At UFF and other institutions, Professor Garcia has taught courses on Indigenous history and gender relations while advising numerous master’s theses and doctoral dissertations, several of which have been highly recognized in the field and awarded distinctions in Brazil and abroad. She has undertaken postdoctoral research at the State University of Campinas (Unicamp) and at the Spanish National Research Council (CSIC) in Madrid. A CNPq Research Productivity Fellow and Faperj Scientist of Our State, she has received grants and fellowships from institutions such as the Fundación Carolina, the Newberry Library, and the Max Planck Institute for Legal History. She has also served as a visiting professor at the State University of Feira de Santana (Bahia), with support from CAPES.

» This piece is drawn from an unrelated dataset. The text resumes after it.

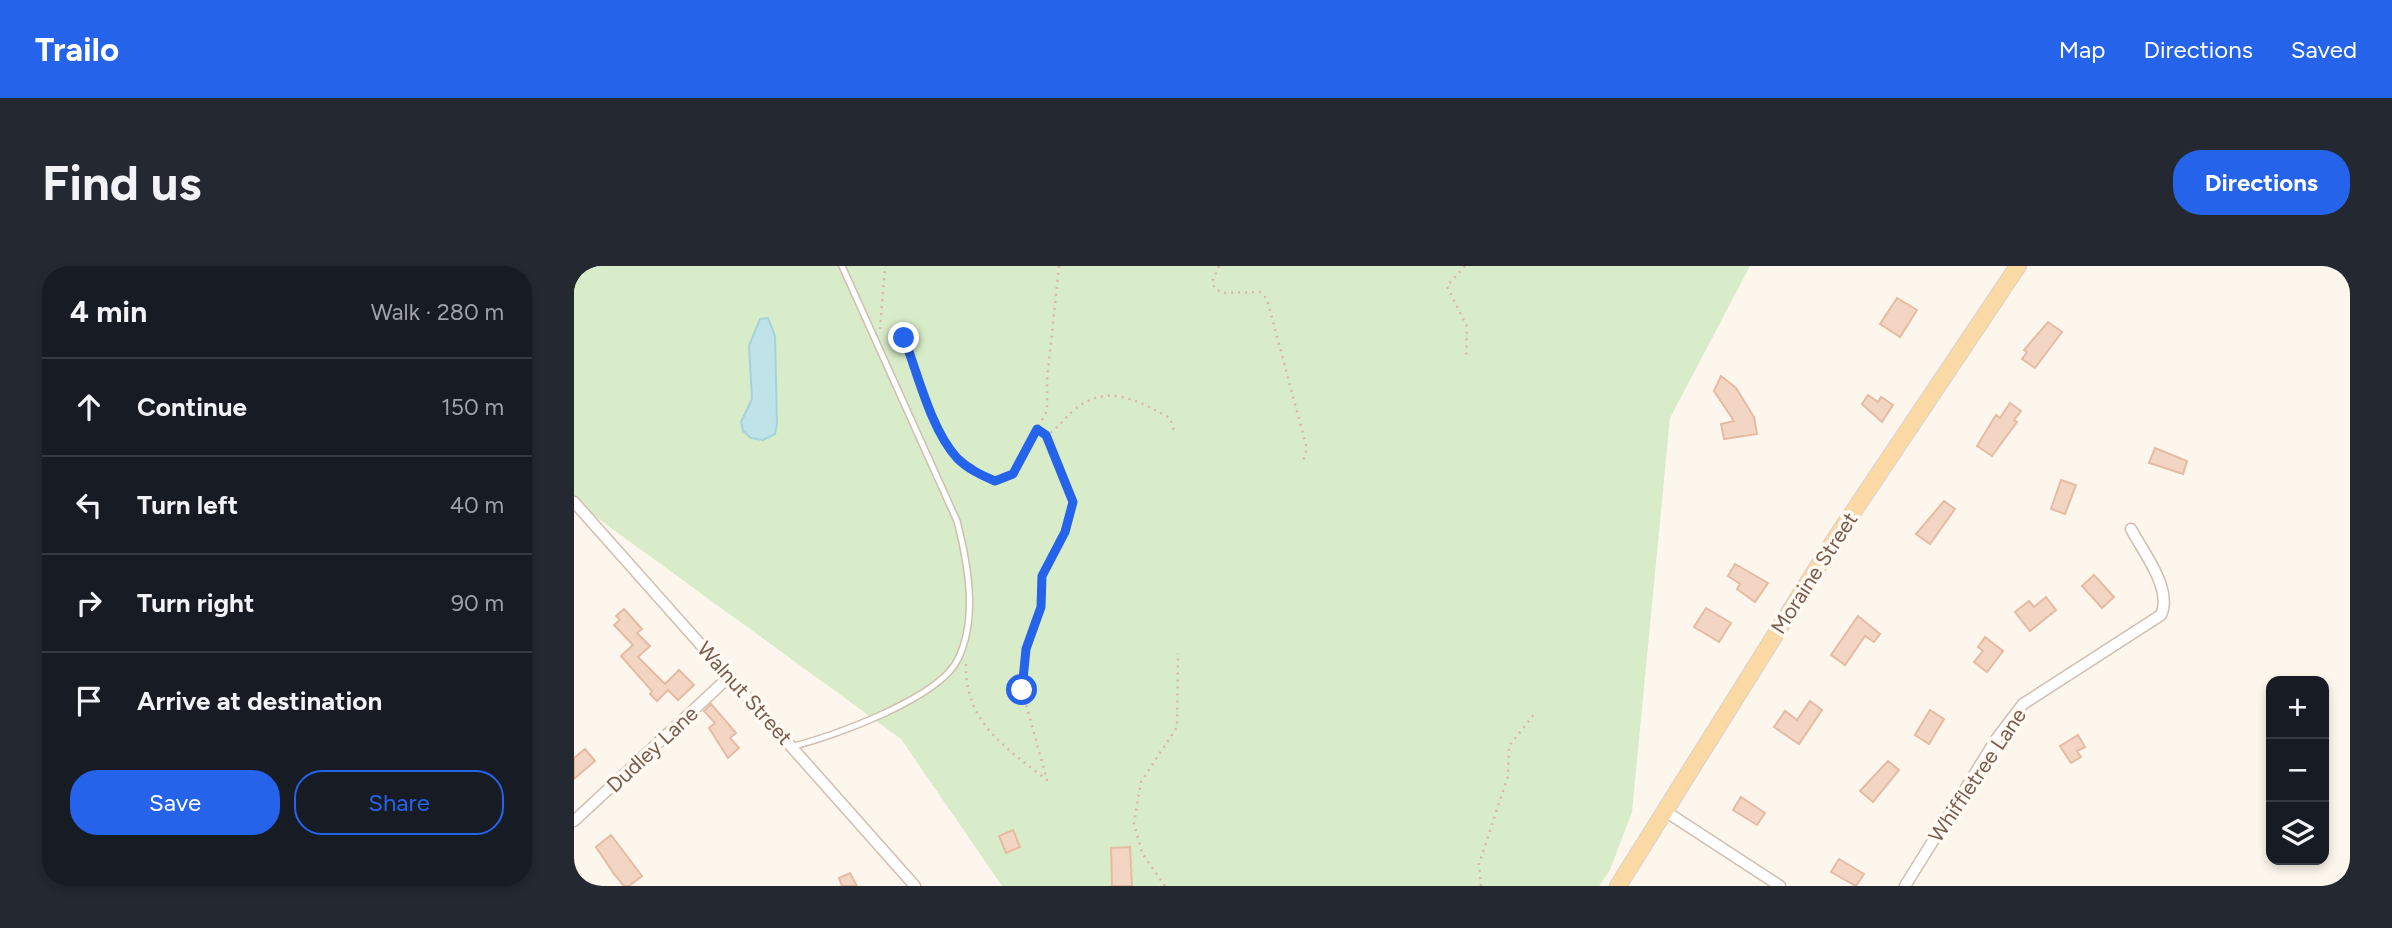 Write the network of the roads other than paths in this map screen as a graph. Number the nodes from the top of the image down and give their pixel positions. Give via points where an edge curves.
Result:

She is currently Distinguished Visiting Professor at the Lemann Center for Brazilian Studies at the University of Illinois Urbana-Champaign, where she is helping to establish a collaborative lab on women’s work linking UIUC, UFF, and other universities. Alongside colleagues, she was recently awarded a Bridge Seed Fund Grant to support this initiative.
Professor Garcia is also noted for her commitment to public engagement through the project Mulheres Indígenas na Wikipédia (Indigenous Women on Wikipedia), which promotes the inclusion of knowledge on Indigenous women in Portuguese and English language Wikipedia entries. In 2024, the project was officially recognized by UFF as a model of social technology.

Her most recent publications are:
Garcia, Elisa Fruhauf. “Indigenous Women in the Early Years of Brazilian Colonial Society: History and Uses of the Past”. In: Alliances and Partnerships in South America. Whitaker, James & Harris, Mark (eds.). Tucson: University of Arizona Press, 2025.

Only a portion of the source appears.